* [TASK DESCRIPTION] Where a line in the material below has the string "true", please report it.
....
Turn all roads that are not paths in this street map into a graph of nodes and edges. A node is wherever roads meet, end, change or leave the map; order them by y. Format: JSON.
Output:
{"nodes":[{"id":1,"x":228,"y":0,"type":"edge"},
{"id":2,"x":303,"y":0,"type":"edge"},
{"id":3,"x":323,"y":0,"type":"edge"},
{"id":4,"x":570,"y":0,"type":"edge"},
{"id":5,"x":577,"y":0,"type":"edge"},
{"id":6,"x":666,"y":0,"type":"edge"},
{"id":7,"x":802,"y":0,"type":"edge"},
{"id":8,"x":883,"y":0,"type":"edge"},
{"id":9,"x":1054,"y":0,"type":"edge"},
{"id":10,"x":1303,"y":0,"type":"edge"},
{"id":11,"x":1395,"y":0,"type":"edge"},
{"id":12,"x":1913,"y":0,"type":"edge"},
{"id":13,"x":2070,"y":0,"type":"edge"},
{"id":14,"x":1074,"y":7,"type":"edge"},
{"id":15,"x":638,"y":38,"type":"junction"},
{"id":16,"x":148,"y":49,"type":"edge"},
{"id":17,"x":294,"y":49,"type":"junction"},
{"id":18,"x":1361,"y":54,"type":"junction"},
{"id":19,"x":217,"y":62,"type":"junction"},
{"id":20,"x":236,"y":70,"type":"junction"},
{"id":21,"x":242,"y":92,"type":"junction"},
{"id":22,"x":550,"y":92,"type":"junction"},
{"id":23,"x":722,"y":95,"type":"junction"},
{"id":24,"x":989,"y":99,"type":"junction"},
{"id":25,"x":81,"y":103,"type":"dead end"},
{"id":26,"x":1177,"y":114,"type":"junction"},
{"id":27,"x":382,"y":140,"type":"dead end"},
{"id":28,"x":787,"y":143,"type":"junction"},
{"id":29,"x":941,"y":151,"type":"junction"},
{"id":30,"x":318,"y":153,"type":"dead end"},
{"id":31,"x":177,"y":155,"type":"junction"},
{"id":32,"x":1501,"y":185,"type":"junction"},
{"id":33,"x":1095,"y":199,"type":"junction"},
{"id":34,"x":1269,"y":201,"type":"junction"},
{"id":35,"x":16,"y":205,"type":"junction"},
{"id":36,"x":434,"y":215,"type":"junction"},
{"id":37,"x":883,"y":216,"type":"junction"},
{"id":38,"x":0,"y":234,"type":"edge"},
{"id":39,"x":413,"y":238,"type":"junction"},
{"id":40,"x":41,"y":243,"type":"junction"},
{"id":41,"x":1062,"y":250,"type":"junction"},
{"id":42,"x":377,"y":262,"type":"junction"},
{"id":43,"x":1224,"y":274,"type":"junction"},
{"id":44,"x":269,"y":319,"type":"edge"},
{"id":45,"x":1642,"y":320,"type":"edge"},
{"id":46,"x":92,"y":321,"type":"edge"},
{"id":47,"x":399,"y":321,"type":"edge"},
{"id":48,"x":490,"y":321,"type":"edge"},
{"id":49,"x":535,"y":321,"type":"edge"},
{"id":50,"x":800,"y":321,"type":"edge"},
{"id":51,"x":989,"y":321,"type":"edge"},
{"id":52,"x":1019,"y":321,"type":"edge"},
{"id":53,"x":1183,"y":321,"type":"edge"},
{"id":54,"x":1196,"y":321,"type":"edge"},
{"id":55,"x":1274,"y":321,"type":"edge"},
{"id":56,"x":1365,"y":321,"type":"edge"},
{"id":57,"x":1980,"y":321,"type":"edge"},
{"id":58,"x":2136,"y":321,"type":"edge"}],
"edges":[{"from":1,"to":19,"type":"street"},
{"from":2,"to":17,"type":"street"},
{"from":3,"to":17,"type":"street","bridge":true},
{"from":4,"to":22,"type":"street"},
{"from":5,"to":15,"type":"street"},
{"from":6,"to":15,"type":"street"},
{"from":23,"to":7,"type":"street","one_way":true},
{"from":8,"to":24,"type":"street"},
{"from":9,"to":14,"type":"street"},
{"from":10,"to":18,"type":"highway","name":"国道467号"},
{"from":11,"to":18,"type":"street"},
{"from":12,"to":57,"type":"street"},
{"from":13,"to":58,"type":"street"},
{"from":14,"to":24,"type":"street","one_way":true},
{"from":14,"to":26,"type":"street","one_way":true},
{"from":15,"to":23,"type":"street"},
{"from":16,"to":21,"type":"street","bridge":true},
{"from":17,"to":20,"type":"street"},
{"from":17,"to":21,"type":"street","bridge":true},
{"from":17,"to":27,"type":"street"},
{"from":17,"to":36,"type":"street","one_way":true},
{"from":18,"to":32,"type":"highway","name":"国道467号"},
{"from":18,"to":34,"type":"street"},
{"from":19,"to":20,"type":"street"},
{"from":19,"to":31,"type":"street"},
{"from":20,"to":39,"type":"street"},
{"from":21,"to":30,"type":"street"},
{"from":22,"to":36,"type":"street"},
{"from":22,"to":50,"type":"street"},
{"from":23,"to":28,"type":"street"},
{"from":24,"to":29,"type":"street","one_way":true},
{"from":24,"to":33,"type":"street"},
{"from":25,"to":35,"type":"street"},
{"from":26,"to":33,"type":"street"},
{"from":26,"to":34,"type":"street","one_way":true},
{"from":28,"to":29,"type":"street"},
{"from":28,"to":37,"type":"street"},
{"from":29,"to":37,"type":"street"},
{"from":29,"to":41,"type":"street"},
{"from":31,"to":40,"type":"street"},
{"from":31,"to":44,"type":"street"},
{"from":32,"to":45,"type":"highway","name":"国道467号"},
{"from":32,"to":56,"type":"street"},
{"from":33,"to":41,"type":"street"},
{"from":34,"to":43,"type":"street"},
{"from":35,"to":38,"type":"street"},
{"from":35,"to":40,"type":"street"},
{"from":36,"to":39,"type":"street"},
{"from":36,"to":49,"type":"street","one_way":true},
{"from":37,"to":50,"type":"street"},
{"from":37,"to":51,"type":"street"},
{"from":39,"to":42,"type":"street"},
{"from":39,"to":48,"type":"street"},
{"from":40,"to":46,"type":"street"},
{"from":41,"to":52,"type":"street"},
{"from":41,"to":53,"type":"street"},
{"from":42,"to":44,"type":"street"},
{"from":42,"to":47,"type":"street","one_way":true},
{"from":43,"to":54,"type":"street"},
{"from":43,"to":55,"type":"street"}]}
....
* [RESULT]
{"from":3,"to":17,"type":"street","bridge":true},
{"from":23,"to":7,"type":"street","one_way":true},
{"from":14,"to":24,"type":"street","one_way":true},
{"from":14,"to":26,"type":"street","one_way":true},
{"from":16,"to":21,"type":"street","bridge":true},
{"from":17,"to":21,"type":"street","bridge":true},
{"from":17,"to":36,"type":"street","one_way":true},
{"from":24,"to":29,"type":"street","one_way":true},
{"from":26,"to":34,"type":"street","one_way":true},
{"from":36,"to":49,"type":"street","one_way":true},
{"from":42,"to":47,"type":"street","one_way":true},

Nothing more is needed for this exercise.